The shooter, Shawn Maxwell Rehn, was out on bail facing 15 charges, including escaping lawful custody, possession of a prohibited firearm and failure to show up to a previous bail hearing on the charges.
Rehn was found dead in an apparent suicide later on the day of the shooting.
The proposed law by Independent MP Brent Rathgeber would make it mandatory for prosecutors to present an accused's entire criminal history before a justice of the peace at a bail hearing.
Rathgeber says the public is put at risk by that information not being put before the court.
Private member's bills rarely make it into law.
Wynn’s widow, Shelley MacInnis Wynn, says her husband, being a police officer was an easy target, but others could have been injured.
"There were so many other people who could have been injured that night, could have been killed and even on a daily basis there are so many like Shawn Rehn who are walking the streets now," she said.

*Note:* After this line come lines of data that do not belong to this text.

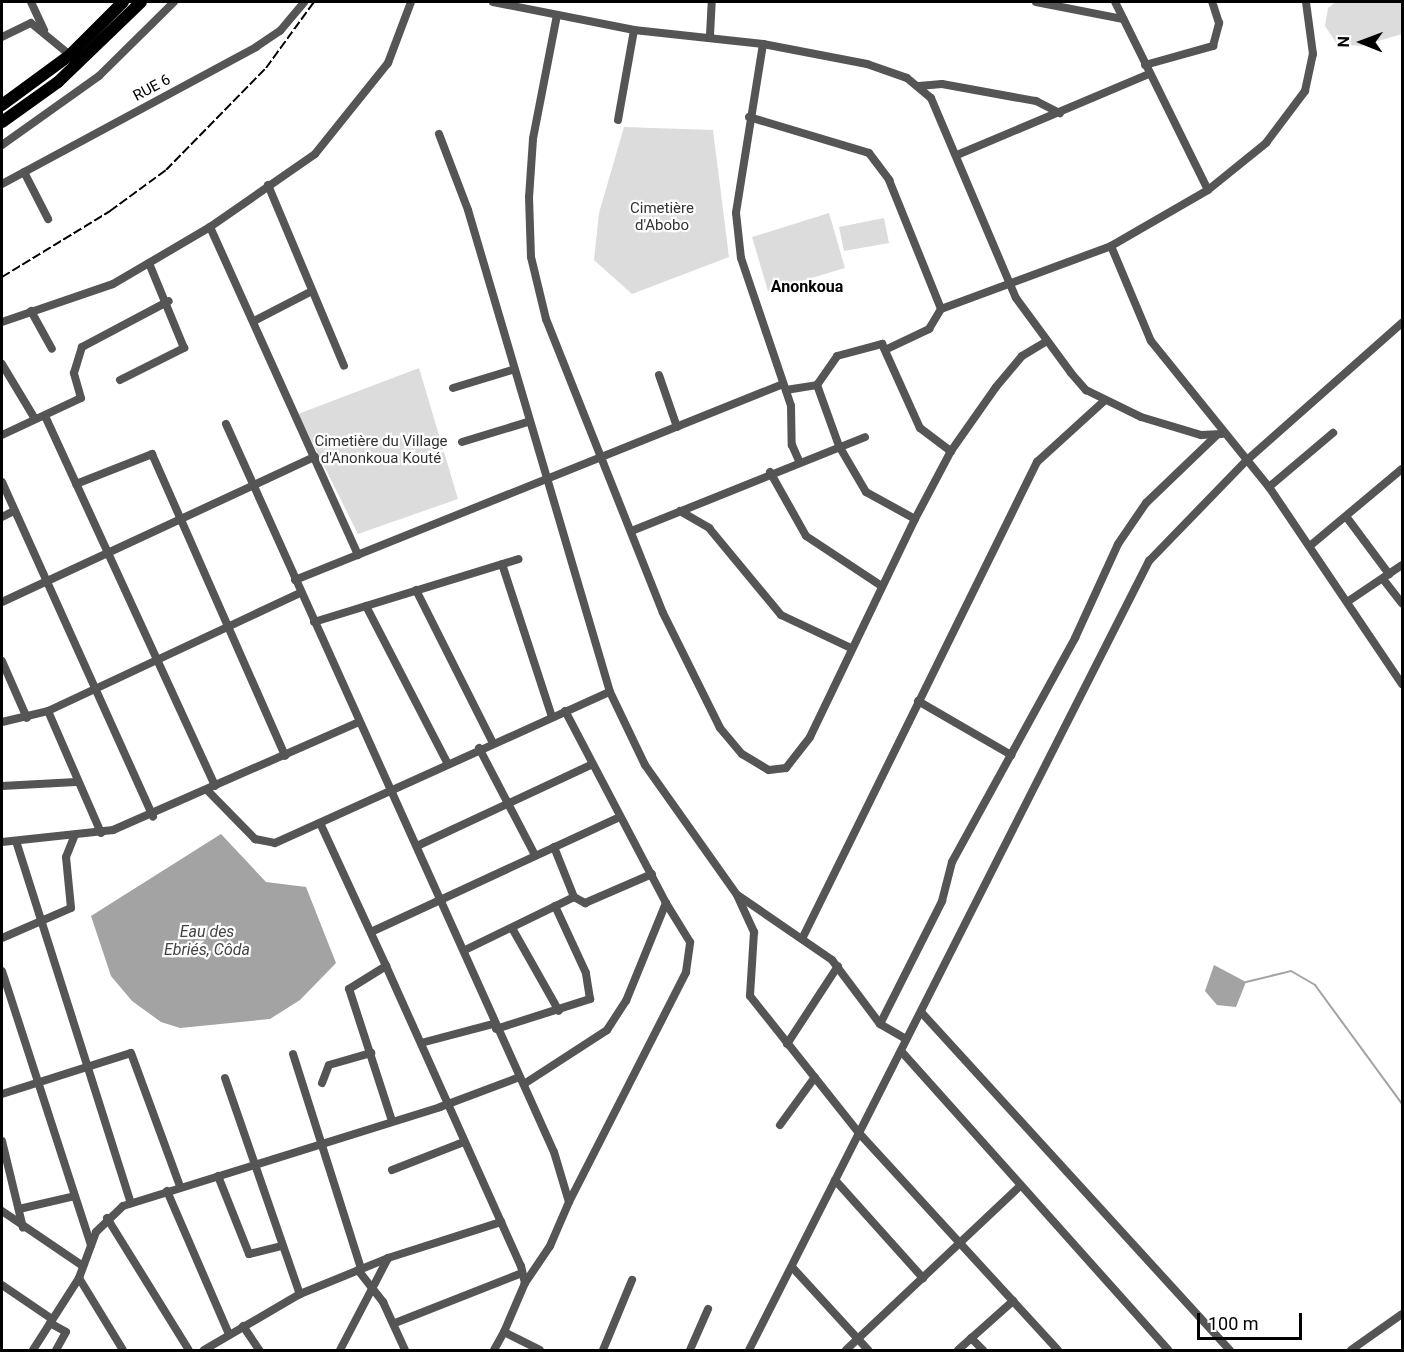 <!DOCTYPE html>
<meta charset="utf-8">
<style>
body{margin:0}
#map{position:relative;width:1404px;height:1352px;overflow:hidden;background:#fff;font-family:Roboto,sans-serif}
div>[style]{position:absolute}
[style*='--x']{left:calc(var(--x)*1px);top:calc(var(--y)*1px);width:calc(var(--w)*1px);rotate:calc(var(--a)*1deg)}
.green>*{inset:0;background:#dcdcdc}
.water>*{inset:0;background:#a3a3a3}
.stream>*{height:2px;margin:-1px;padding:0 1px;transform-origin:1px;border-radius:1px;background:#a3a3a3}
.street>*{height:8px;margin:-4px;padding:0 4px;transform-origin:4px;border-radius:4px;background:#555}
.primary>*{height:12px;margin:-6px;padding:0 6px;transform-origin:6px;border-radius:6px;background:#000}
.rail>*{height:2px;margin-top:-1px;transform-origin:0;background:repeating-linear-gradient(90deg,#000 0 9px,transparent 0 12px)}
span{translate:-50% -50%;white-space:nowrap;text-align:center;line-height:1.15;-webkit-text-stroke:4.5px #fff;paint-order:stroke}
.street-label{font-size:15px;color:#000}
.park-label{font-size:15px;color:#333}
.neighbourhood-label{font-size:16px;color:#000;font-weight:700}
.water-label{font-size:16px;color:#444;font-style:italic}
.frame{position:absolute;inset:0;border:3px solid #000;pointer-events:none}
.north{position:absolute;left:1332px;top:12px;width:60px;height:60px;-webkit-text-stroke:4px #fff;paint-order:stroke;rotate:271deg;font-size:16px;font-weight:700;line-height:24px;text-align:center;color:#000}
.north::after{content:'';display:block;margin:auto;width:21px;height:27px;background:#000;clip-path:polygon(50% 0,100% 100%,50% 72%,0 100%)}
.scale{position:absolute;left:1197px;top:1313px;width:105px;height:27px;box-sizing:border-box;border:3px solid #000;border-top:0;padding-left:8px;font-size:18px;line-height:21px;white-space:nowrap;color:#000;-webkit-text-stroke:4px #fff;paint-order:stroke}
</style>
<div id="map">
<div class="green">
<div style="clip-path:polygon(1336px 2px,1402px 2px,1402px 34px,1361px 46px,1337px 44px,1325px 26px,1328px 8px)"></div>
<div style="clip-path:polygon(624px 127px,713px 130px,729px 257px,632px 294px,594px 260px,599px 213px)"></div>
<div style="clip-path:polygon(829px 213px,845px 268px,768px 291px,752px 237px)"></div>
<div style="clip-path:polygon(884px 218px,889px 243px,844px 251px,839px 227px)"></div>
<div style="clip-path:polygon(419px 368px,458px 499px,358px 534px,298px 414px)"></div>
</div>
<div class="water">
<div style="clip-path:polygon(221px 834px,266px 882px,306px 887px,336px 963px,300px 1000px,270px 1019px,180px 1028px,161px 1022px,132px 1001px,111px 976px,91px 916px)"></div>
<div style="clip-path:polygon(1214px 965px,1246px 982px,1236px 1007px,1217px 1005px,1205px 991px)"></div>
</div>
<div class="stream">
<div style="--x:1246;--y:982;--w:46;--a:-13.7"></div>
<div style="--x:1291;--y:971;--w:28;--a:30"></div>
<div style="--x:1315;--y:985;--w:147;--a:53.8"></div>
</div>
<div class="street">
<div style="--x:31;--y:2;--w:31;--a:65"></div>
<div style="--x:493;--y:2;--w:144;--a:11.2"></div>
<div style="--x:634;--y:30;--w:130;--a:6.2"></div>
<div style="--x:763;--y:44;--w:106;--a:10.9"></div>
<div style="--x:867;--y:64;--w:42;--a:19.3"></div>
<div style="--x:907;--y:78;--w:31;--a:40"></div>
<div style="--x:931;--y:98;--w:217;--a:67"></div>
<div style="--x:1016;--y:298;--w:93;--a:53.7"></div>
<div style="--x:1071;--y:373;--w:23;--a:49"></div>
<div style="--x:1086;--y:390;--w:61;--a:26.1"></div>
<div style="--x:1141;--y:417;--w:63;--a:16.7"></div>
<div style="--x:1201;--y:435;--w:21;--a:-3"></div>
<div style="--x:1036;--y:2;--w:89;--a:11.1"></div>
<div style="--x:557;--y:15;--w:126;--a:101"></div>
<div style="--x:533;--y:139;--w:58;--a:93.9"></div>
<div style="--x:529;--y:197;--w:60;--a:88.1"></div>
<div style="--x:531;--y:257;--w:64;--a:76.4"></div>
<div style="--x:546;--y:319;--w:316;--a:68.3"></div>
<div style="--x:663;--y:613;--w:128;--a:63.6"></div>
<div style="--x:720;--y:728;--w:34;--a:50"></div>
<div style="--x:742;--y:754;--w:31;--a:31"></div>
<div style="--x:769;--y:770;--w:17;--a:-7"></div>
<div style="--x:786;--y:768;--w:39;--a:-52"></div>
<div style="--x:810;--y:737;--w:242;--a:-64.3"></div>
<div style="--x:915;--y:519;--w:56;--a:-151.1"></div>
<div style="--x:866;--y:492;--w:53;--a:-120.4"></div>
<div style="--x:839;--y:446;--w:65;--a:-109.8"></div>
<div style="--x:710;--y:35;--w:33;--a:-87"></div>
<div style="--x:2;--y:37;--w:32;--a:-26"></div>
<div style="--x:31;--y:23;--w:50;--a:39.4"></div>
<div style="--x:763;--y:44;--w:171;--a:99.1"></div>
<div style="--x:736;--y:213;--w:45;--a:83.7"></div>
<div style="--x:741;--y:258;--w:156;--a:71.3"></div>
<div style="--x:791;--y:406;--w:39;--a:89"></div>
<div style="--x:792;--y:445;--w:17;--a:66"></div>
<div style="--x:1145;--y:65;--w:71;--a:-15.6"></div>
<div style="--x:1213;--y:46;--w:24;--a:-75"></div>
<div style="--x:1219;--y:23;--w:22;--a:-108"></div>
<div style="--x:919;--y:86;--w:23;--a:-5"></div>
<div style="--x:942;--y:84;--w:96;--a:10.3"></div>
<div style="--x:1036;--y:101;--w:27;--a:27"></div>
<div style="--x:749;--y:117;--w:125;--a:16.7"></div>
<div style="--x:869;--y:153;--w:34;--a:53"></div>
<div style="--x:889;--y:180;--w:139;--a:68"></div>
<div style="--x:618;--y:120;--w:91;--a:-79.9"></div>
<div style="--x:439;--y:134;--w:81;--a:69.1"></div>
<div style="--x:468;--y:210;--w:502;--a:73.58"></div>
<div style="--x:610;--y:692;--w:81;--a:64.4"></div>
<div style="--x:645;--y:765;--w:159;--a:54.7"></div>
<div style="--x:737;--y:895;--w:41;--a:65.3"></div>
<div style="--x:754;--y:932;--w:64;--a:93.6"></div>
<div style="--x:750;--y:996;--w:175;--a:51.5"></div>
<div style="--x:859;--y:1133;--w:294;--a:47.5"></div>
<div style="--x:2;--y:145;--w:119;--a:-35.4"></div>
<div style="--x:99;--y:76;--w:105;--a:-44.6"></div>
<div style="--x:957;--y:155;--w:208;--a:-22.9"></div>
<div style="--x:24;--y:172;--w:53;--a:62.9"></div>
<div style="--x:2;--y:184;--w:289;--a:-28.3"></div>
<div style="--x:256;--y:47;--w:29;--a:-34"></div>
<div style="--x:280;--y:31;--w:38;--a:-50"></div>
<div style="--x:268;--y:185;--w:196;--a:67.2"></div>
<div style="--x:1208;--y:190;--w:75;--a:-39"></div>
<div style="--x:1266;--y:143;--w:65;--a:-53.1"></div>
<div style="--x:1305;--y:91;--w:38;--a:-78"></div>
<div style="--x:1313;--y:54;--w:52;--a:-97.7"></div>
<div style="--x:210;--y:227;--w:360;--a:65.7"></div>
<div style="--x:1111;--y:246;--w:103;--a:67.2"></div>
<div style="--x:1151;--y:341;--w:188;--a:51.1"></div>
<div style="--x:1269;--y:487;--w:238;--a:56"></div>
<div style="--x:31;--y:311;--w:43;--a:61.1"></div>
<div style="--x:254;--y:321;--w:61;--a:-27.4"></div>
<div style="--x:2;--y:322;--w:117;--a:-18.9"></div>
<div style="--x:113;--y:284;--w:113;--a:-30.4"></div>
<div style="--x:210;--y:227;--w:128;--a:-34.8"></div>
<div style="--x:315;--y:154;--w:117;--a:-51.3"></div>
<div style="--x:388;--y:63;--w:65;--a:-69.3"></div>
<div style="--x:887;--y:349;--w:47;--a:-25.5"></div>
<div style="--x:929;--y:329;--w:23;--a:-59"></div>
<div style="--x:941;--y:309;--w:181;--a:-20.3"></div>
<div style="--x:1111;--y:246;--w:112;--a:-30"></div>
<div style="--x:1208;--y:190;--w:210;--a:-116.3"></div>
<div style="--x:2;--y:364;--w:64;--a:59"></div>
<div style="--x:659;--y:375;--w:55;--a:70.9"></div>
<div style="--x:120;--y:380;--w:72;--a:-26.6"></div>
<div style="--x:184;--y:348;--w:92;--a:-112.4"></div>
<div style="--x:817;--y:385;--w:35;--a:-55"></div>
<div style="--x:837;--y:356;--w:47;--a:-14.9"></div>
<div style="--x:882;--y:344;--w:92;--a:65.7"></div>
<div style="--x:920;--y:428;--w:39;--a:37"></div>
<div style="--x:453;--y:388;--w:62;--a:-17"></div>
<div style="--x:786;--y:390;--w:31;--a:-9"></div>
<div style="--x:45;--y:416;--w:407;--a:65.3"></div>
<div style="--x:226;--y:424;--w:798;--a:65.75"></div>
<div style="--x:554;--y:1152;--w:52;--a:73.3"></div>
<div style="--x:569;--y:1202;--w:48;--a:113.4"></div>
<div style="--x:550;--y:1246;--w:45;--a:124"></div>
<div style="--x:2;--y:435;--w:87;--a:-25.1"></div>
<div style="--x:81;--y:398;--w:26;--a:-106"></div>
<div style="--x:74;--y:373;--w:27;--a:-73"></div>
<div style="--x:82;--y:347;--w:98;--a:-27.9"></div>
<div style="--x:462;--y:442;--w:69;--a:-16.9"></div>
<div style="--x:770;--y:472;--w:73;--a:60.6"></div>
<div style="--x:806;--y:536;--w:89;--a:33.5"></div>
<div style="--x:2;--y:482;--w:367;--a:65.7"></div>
<div style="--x:76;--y:484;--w:82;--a:-21.5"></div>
<div style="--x:152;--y:454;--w:330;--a:66.2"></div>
<div style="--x:1269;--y:487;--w:84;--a:-40.2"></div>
<div style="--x:680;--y:511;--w:34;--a:30"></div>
<div style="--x:709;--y:528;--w:113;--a:50.4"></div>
<div style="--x:781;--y:615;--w:77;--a:25.2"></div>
<div style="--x:2;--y:517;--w:13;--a:-27"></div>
<div style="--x:915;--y:519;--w:77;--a:-62.1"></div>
<div style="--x:951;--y:451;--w:78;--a:-54.9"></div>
<div style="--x:996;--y:387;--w:40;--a:-50"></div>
<div style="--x:1022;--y:356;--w:26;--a:-31"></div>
<div style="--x:1348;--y:519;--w:69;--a:53.3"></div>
<div style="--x:634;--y:530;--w:249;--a:-21.9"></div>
<div style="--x:1311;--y:545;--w:119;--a:-39.9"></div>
<div style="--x:502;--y:564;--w:161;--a:71.9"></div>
<div style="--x:1383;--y:579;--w:31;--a:52"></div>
<div style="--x:295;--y:580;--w:526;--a:-21.88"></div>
<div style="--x:416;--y:590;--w:169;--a:63.3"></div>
<div style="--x:1350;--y:600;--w:63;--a:-33.9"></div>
<div style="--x:2;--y:602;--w:345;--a:-24.9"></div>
<div style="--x:366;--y:606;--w:176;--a:62.6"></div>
<div style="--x:314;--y:622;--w:214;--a:-17.1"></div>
<div style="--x:2;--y:661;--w:62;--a:66.3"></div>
<div style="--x:918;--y:701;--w:108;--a:30.1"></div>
<div style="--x:48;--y:711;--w:133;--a:66.5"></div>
<div style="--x:2;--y:722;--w:47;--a:-13.4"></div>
<div style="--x:48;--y:711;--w:278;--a:-25.1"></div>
<div style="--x:479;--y:748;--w:121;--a:62.4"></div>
<div style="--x:2;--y:786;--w:74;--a:-3.1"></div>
<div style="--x:207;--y:790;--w:69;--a:45.6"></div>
<div style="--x:255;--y:839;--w:20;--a:11"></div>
<div style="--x:275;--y:843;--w:367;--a:-24.3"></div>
<div style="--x:320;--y:823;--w:157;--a:65.2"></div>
<div style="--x:16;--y:841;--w:380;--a:72.4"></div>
<div style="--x:2;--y:842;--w:112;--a:-6.2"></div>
<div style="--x:113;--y:830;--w:269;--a:-23.7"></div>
<div style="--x:417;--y:846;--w:192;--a:-25"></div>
<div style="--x:554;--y:847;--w:54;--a:68.2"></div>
<div style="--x:739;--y:896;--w:113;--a:34.5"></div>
<div style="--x:832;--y:960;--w:80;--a:53.1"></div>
<div style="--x:880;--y:1024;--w:30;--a:30"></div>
<div style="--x:512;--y:928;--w:95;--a:60.5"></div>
<div style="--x:371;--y:932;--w:272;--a:-24.8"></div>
<div style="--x:2;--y:938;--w:75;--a:-23.5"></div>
<div style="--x:71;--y:908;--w:51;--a:-95.6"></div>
<div style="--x:66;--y:857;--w:22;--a:-68"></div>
<div style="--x:802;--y:939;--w:532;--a:-63.77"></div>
<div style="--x:1037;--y:462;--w:91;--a:-42.3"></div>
<div style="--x:465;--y:950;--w:121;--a:-25.9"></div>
<div style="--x:574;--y:897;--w:13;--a:29"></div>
<div style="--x:585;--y:903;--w:73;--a:-23.4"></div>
<div style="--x:2;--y:971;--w:288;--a:72"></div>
<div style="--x:921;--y:1012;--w:458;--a:47.6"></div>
<div style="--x:880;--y:1024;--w:138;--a:-63.2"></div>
<div style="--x:942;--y:901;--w:40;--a:-75.6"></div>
<div style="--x:952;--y:862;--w:256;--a:-61.2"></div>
<div style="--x:1075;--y:638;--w:103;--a:-65.4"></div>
<div style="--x:1118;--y:544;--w:50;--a:-55.7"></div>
<div style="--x:1146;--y:503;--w:98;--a:-43.8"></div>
<div style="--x:496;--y:1029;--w:99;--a:-17.7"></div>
<div style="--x:590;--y:999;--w:26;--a:-99"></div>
<div style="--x:586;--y:973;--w:74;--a:-114.8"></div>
<div style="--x:421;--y:1043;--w:74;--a:-14.8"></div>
<div style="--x:787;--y:1044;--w:93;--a:-56.8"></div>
<div style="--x:901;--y:1051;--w:401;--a:48.2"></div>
<div style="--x:293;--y:1054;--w:225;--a:72.4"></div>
<div style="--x:225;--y:1078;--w:229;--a:70.9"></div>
<div style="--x:322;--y:1083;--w:19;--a:-69"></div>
<div style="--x:329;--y:1065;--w:44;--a:-15.9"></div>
<div style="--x:524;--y:1084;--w:99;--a:-33"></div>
<div style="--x:607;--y:1030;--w:35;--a:-57"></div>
<div style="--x:626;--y:1001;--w:106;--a:-67.8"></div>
<div style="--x:666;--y:903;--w:217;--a:-117.7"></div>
<div style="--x:2;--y:1094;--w:135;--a:-17.6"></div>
<div style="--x:131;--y:1053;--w:142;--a:69.8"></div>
<div style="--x:392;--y:1121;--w:139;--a:-108"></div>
<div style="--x:349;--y:989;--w:44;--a:-31.9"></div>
<div style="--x:386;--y:966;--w:329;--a:65.8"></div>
<div style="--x:521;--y:1266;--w:17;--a:77"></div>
<div style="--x:525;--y:1283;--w:53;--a:113.2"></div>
<div style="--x:504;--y:1332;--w:40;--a:26.6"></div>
<div style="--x:780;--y:1125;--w:59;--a:-53.9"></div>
<div style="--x:2;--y:1141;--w:89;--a:76.4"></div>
<div style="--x:392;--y:1170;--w:77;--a:-21.3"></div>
<div style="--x:218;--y:1176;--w:84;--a:68.3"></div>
<div style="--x:249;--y:1254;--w:34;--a:-14"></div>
<div style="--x:835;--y:1180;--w:132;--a:48.1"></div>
<div style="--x:167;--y:1191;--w:156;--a:66.6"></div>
<div style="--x:569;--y:1202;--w:258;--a:-63"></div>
<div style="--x:686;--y:972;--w:30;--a:-82"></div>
<div style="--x:690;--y:942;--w:46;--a:-121.6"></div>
<div style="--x:19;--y:1209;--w:57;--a:-13.1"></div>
<div style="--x:2;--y:1211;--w:98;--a:34.2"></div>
<div style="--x:107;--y:1218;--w:155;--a:58.2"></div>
<div style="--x:792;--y:1267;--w:113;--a:47.5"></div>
<div style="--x:358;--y:1270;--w:41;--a:52"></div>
<div style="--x:383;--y:1302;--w:53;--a:65.4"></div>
<div style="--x:79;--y:1278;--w:84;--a:58.6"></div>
<div style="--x:2;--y:1285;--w:60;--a:34.2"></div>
<div style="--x:50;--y:1323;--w:18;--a:29"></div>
<div style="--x:66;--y:1332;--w:21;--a:119"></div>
<div style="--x:395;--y:1323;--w:136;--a:-21.5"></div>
<div style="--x:243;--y:1326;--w:29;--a:56"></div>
<div style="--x:971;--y:1338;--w:17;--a:45"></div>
<div style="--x:33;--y:1350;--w:85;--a:-57.4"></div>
<div style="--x:79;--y:1278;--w:49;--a:-69.7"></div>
<div style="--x:96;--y:1232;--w:37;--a:-44"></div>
<div style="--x:123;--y:1206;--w:332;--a:-17.3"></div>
<div style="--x:440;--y:1107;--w:85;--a:-20.6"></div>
<div style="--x:204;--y:1350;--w:111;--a:-30.3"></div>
<div style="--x:300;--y:1294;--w:95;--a:-22.2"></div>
<div style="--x:388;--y:1258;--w:119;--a:-17.7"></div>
<div style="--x:340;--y:1350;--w:104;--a:-62.4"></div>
<div style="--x:494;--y:1350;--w:21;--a:-61"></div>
<div style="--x:603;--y:1350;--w:76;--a:-67.5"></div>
<div style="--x:690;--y:1350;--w:45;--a:-66.3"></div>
<div style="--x:749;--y:1350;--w:885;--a:-63.12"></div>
<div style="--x:1149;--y:561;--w:141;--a:-45.9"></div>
<div style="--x:1247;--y:460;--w:207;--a:-41.5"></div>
<div style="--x:846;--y:1350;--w:239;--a:-43.3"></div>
<div style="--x:958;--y:1350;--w:74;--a:-41.7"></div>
<div style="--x:1351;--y:1350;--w:62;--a:-35.2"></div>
</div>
<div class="primary">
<div style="--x:2;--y:105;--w:84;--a:-36.3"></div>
<div style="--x:70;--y:55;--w:75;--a:-45"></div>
<div style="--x:2;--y:122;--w:69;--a:-35.5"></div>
<div style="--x:58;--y:82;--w:115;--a:-43.9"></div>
</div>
<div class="rail">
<div style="--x:2;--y:277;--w:127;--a:-31.4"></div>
<div style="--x:110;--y:211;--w:69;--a:-36.2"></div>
<div style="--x:166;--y:170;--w:143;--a:-45.6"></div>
<div style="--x:266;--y:68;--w:82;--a:-54"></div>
</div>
<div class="street-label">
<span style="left:152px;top:88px;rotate:-28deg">RUE 6</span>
</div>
<div class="park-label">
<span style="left:662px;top:217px">Cimetière<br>d'Abobo</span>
<span style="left:381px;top:450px">Cimetière du Village<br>d'Anonkoua Kouté</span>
</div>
<div class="neighbourhood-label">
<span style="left:807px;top:287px">Anonkoua</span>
</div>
<div class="water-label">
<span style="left:207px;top:941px">Eau des<br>Ebriés, Côda</span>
</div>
<div class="frame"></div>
<div class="north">N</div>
<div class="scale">100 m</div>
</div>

Rehn, 34, fired on Wynn and an auxiliary officer investigating a stolen truck parked outside a St. Albert casino. At the time Rehn was facing 15 charges, including escaping lawful custody, possession of a prohibited firearm and failure to show up to a bail hearing for the charges.
Court records show it was an Edmonton police officer standing in for the Crown who consented to Rehn's release.
Documents show Rehn was a violent criminal, in and out of jail over the last 15 years, with 57 convictions for crimes including assaults, break-ins and drug use. A transcript of his final bail hearing mentioned how Rehn was wanted on outstanding warrants and was prohibited from possessing weapons, but makes no mention of his numerous past convictions or his two federal stints in prison.
RCMP Commissioner Bob Paulson was one of the first to question why Rehn was still on the streets. He said he had never seen such a complex criminal record.
The Edmonton Police Service says officers conducted 15,441 bail hearings last year — an average of 41 a day.
The service says officers are trained by more experienced veterans to prepare them for the bail process. But often they are legally outgunned.
The Edmonton force has said it has asked for Crown prosecutors to take over all bail hearings since 2006. Outside of a pilot project in 2008, the provincial government has refused that request.